— Work order —
When a line of the records below contains the string "paths", copy that whole line.

— Data records —
════════
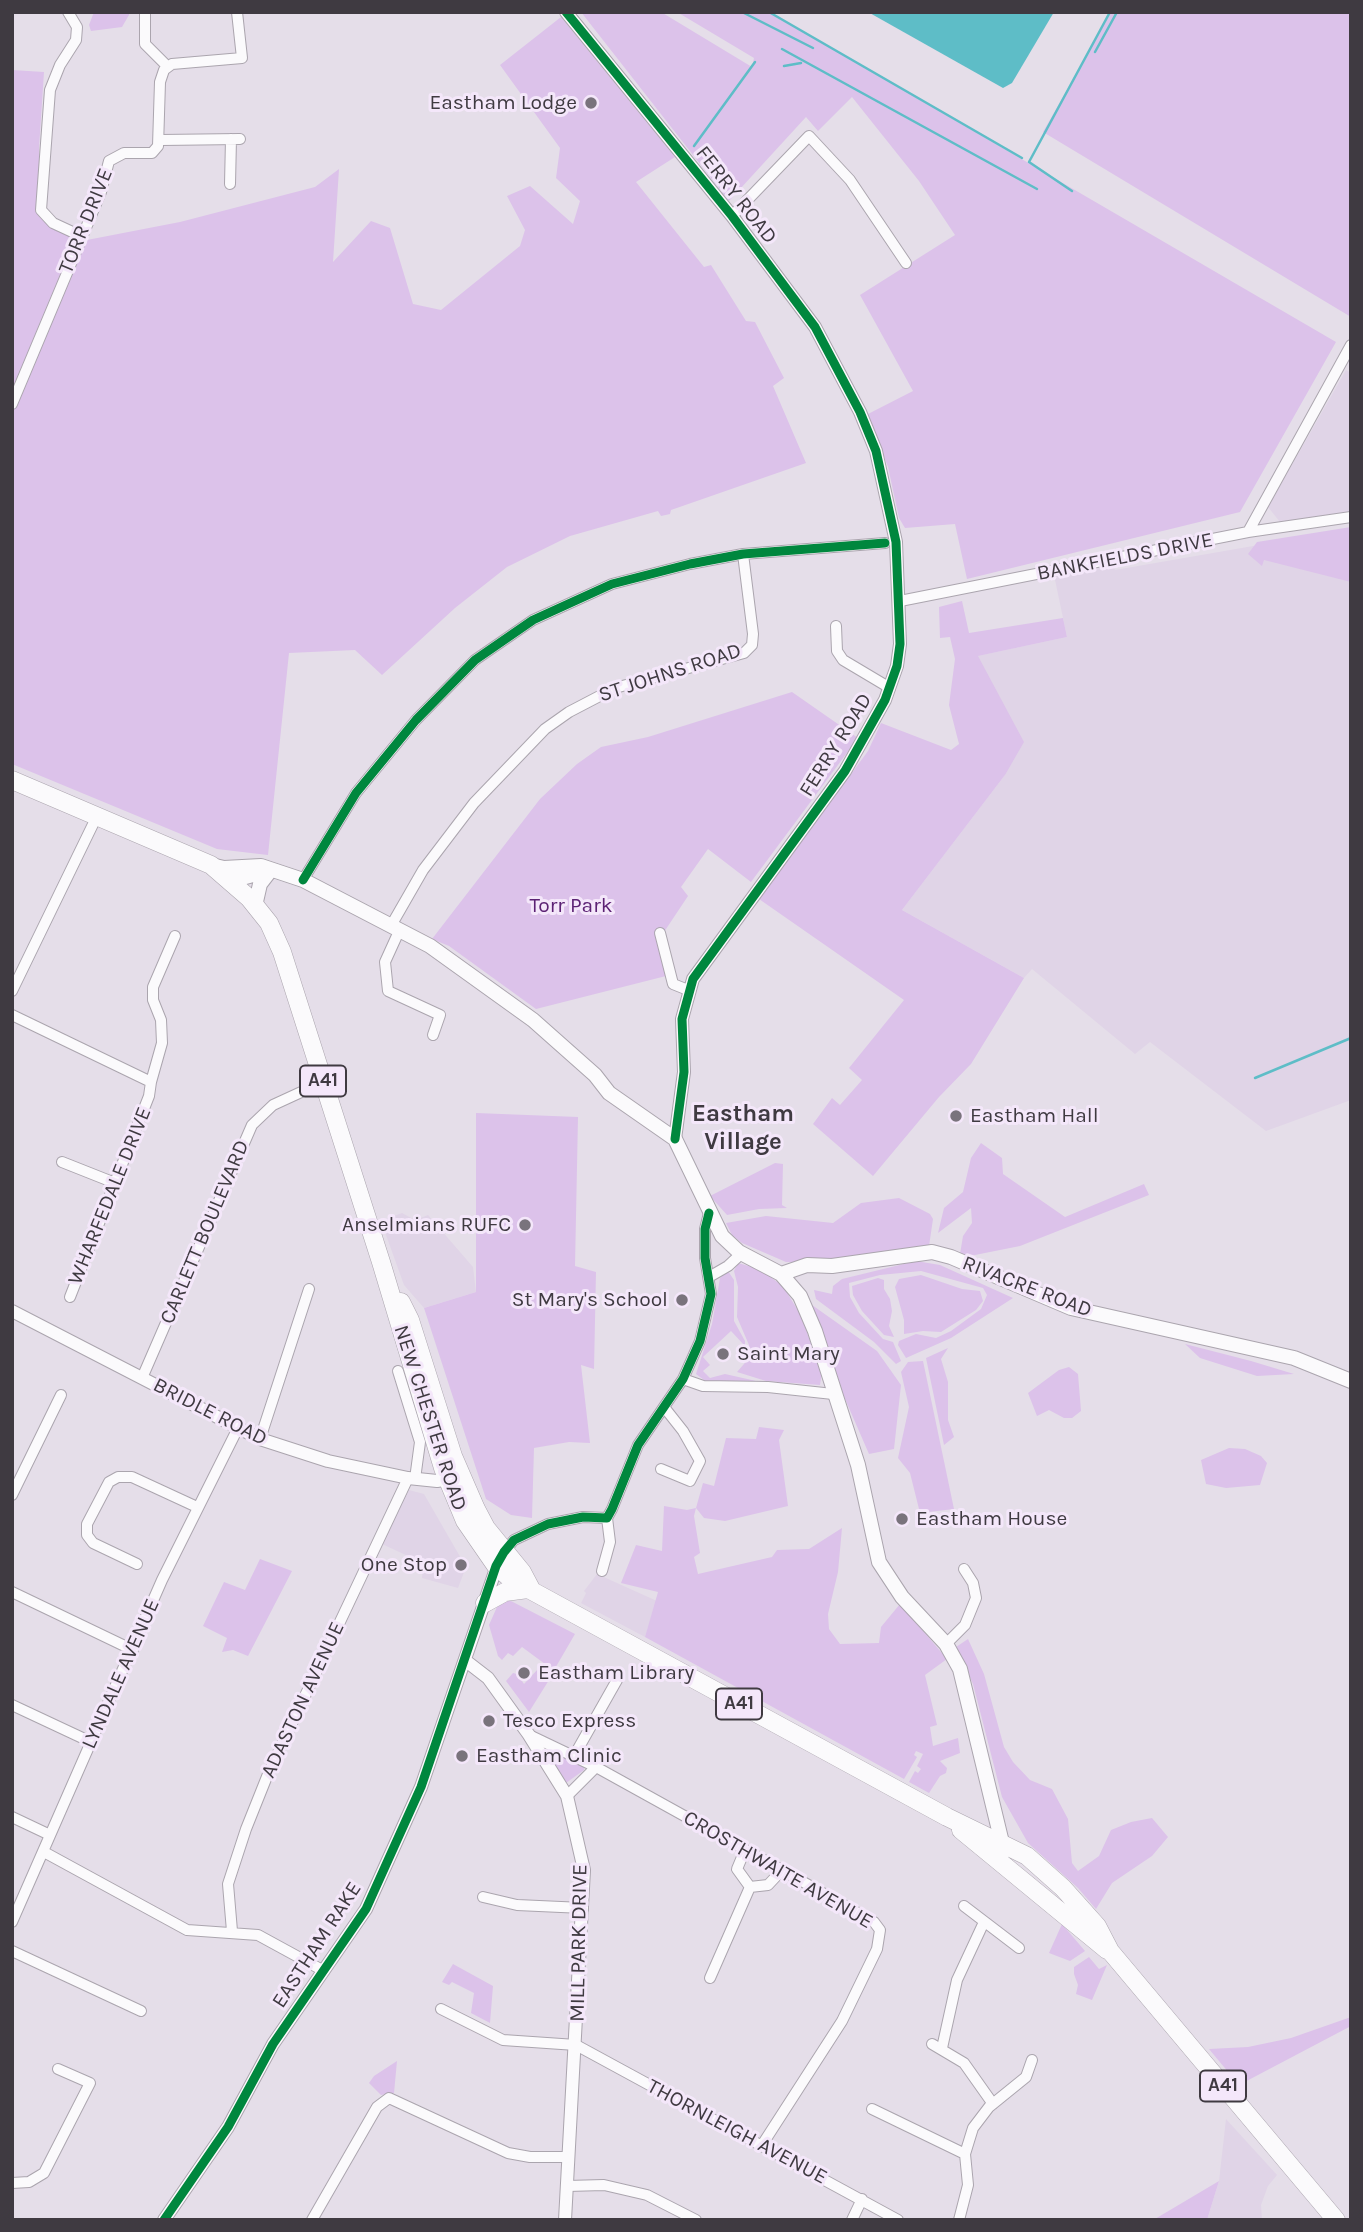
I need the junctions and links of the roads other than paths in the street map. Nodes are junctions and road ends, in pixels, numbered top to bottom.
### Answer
════════
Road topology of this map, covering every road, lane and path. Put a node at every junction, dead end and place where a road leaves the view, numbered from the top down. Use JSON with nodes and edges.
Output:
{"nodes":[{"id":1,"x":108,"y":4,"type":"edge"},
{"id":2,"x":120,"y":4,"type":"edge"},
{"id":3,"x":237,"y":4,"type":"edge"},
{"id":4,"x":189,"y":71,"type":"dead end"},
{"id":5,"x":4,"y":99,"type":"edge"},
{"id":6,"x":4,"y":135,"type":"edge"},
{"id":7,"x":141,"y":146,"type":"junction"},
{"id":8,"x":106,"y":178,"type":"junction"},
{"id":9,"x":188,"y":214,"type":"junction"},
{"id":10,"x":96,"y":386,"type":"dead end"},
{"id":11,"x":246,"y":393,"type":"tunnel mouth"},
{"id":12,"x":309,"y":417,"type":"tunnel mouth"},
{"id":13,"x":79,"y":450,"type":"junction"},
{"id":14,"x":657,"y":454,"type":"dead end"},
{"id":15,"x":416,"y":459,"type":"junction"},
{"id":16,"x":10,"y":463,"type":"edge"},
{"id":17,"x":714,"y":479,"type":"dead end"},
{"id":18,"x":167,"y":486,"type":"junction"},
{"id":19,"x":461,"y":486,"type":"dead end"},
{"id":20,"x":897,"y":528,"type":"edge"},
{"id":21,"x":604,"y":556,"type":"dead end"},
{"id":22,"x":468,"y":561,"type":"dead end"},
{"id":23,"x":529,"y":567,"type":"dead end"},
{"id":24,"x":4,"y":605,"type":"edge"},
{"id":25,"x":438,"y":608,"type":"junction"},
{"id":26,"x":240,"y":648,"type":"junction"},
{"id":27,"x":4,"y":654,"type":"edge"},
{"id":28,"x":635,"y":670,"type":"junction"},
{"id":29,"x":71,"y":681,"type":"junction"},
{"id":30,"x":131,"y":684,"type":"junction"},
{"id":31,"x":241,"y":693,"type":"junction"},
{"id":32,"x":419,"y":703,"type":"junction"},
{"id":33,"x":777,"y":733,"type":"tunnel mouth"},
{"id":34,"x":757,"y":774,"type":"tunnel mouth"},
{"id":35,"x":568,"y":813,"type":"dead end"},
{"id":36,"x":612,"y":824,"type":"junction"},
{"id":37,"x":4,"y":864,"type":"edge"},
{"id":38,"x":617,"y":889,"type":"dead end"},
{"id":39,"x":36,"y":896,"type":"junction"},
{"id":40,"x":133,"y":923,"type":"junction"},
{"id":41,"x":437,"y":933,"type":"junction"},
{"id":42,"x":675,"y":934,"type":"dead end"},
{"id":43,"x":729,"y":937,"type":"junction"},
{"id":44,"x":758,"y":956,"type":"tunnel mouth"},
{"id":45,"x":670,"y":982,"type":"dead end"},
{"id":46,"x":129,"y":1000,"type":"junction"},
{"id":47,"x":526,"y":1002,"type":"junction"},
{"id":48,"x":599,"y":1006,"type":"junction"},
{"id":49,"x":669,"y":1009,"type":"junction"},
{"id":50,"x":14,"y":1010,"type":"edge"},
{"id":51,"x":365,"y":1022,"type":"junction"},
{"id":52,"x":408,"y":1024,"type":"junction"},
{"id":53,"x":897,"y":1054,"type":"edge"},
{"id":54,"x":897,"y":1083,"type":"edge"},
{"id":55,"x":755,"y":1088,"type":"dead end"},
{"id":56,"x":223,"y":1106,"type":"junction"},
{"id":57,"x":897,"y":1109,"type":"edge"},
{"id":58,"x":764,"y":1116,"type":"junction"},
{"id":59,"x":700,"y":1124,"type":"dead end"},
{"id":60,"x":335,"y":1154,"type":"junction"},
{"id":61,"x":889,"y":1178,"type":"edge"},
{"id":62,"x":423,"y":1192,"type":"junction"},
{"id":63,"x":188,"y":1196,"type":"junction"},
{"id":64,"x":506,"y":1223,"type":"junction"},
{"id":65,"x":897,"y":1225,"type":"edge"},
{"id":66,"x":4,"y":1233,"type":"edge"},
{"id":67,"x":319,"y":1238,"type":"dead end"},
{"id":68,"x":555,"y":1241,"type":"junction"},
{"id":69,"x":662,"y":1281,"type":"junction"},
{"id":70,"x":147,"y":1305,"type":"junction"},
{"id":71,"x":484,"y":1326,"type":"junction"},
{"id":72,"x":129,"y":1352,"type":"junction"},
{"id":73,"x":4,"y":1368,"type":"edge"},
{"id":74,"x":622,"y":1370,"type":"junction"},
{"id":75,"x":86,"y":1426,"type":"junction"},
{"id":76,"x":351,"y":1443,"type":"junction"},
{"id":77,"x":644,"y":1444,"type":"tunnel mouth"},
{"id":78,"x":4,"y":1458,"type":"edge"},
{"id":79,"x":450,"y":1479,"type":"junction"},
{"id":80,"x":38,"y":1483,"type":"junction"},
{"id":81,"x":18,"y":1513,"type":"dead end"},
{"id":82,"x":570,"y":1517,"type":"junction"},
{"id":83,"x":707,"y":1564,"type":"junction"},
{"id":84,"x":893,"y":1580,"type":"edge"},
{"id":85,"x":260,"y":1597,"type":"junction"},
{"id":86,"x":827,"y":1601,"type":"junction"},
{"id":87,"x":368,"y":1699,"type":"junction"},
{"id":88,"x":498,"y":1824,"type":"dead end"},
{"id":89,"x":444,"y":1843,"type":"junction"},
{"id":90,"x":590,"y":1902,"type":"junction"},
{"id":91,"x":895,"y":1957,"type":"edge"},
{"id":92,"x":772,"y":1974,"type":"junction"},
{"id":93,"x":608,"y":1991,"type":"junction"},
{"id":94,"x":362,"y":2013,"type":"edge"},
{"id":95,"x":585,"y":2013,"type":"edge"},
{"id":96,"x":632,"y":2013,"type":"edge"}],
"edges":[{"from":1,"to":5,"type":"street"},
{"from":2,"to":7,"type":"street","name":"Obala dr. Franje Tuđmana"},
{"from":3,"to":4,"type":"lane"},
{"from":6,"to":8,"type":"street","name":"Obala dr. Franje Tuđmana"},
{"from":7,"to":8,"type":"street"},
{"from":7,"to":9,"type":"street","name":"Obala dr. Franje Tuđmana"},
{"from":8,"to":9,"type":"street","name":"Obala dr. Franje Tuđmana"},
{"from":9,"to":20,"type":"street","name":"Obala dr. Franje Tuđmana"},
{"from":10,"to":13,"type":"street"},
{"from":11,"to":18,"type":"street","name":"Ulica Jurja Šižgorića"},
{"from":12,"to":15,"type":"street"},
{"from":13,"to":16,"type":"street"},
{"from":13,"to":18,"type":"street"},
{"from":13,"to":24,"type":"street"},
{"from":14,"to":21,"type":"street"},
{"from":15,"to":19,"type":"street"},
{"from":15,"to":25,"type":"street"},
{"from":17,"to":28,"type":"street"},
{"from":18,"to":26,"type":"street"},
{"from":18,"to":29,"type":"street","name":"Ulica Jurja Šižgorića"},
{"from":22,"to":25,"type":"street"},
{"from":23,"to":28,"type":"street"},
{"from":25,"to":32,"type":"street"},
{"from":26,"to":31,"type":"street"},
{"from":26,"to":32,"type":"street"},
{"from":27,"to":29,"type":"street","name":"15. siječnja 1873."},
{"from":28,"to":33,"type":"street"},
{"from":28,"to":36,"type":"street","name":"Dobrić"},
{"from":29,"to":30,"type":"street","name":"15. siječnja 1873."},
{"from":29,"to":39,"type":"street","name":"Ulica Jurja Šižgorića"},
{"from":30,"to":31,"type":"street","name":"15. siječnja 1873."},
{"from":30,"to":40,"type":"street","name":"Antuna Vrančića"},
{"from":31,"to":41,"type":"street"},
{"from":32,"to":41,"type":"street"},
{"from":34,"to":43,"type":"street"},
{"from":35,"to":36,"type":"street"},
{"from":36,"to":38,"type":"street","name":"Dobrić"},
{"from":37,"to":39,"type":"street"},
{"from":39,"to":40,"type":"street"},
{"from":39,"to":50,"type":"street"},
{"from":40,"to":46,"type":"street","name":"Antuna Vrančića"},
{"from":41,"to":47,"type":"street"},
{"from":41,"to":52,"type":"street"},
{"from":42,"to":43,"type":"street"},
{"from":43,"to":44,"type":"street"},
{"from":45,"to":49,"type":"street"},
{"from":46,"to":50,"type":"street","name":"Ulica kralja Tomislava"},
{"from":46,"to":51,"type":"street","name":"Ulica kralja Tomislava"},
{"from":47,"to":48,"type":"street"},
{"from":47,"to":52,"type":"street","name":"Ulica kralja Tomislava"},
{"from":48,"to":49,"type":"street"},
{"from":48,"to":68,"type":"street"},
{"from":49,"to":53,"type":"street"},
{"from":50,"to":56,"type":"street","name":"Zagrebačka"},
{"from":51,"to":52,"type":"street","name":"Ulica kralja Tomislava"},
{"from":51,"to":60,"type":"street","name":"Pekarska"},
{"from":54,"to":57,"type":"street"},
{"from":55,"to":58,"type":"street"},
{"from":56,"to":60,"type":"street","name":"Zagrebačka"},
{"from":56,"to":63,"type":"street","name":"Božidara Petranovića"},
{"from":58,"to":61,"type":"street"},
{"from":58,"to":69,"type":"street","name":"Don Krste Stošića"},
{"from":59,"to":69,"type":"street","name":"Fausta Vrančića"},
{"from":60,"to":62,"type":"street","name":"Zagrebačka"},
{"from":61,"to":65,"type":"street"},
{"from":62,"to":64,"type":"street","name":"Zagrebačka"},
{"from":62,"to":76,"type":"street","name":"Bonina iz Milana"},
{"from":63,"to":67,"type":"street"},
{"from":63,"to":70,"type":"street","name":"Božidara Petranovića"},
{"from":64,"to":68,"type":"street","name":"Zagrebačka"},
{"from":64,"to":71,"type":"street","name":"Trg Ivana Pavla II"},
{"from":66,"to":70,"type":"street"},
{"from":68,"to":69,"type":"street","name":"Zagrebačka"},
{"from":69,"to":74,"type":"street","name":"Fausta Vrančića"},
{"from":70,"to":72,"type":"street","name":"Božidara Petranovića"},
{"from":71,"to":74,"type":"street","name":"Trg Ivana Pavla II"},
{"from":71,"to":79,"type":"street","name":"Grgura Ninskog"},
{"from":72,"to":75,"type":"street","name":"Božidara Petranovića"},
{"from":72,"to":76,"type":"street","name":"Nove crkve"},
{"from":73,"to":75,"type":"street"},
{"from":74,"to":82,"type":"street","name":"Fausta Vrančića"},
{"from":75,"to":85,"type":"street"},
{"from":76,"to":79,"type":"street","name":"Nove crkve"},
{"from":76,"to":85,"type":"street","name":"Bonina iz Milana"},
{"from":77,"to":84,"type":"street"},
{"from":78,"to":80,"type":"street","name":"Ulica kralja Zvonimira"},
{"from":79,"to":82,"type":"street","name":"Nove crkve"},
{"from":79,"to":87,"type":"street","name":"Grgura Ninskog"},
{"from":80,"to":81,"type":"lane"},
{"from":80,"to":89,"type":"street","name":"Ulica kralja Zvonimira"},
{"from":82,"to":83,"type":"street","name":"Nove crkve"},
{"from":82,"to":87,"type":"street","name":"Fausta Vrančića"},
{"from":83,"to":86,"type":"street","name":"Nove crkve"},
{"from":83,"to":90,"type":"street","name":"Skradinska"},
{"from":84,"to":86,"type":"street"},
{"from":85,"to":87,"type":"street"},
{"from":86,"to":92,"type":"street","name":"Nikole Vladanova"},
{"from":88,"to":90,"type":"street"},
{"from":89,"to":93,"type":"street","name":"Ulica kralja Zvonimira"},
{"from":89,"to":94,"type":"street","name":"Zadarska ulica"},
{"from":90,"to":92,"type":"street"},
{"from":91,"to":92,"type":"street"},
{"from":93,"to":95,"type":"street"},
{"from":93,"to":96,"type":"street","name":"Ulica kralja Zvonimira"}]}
════════
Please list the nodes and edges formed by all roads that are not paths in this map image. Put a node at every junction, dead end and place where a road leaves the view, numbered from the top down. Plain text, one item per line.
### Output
════════
— Result of this exercise —
I need the junctions and links of the roads other than paths in the street map. Nodes are junctions and road ends, in pixels, numbered top to bottom.
Please list the nodes and edges formed by all roads that are not paths in this map image. Put a node at every junction, dead end and place where a road leaves the view, numbered from the top down. Plain text, one item per line.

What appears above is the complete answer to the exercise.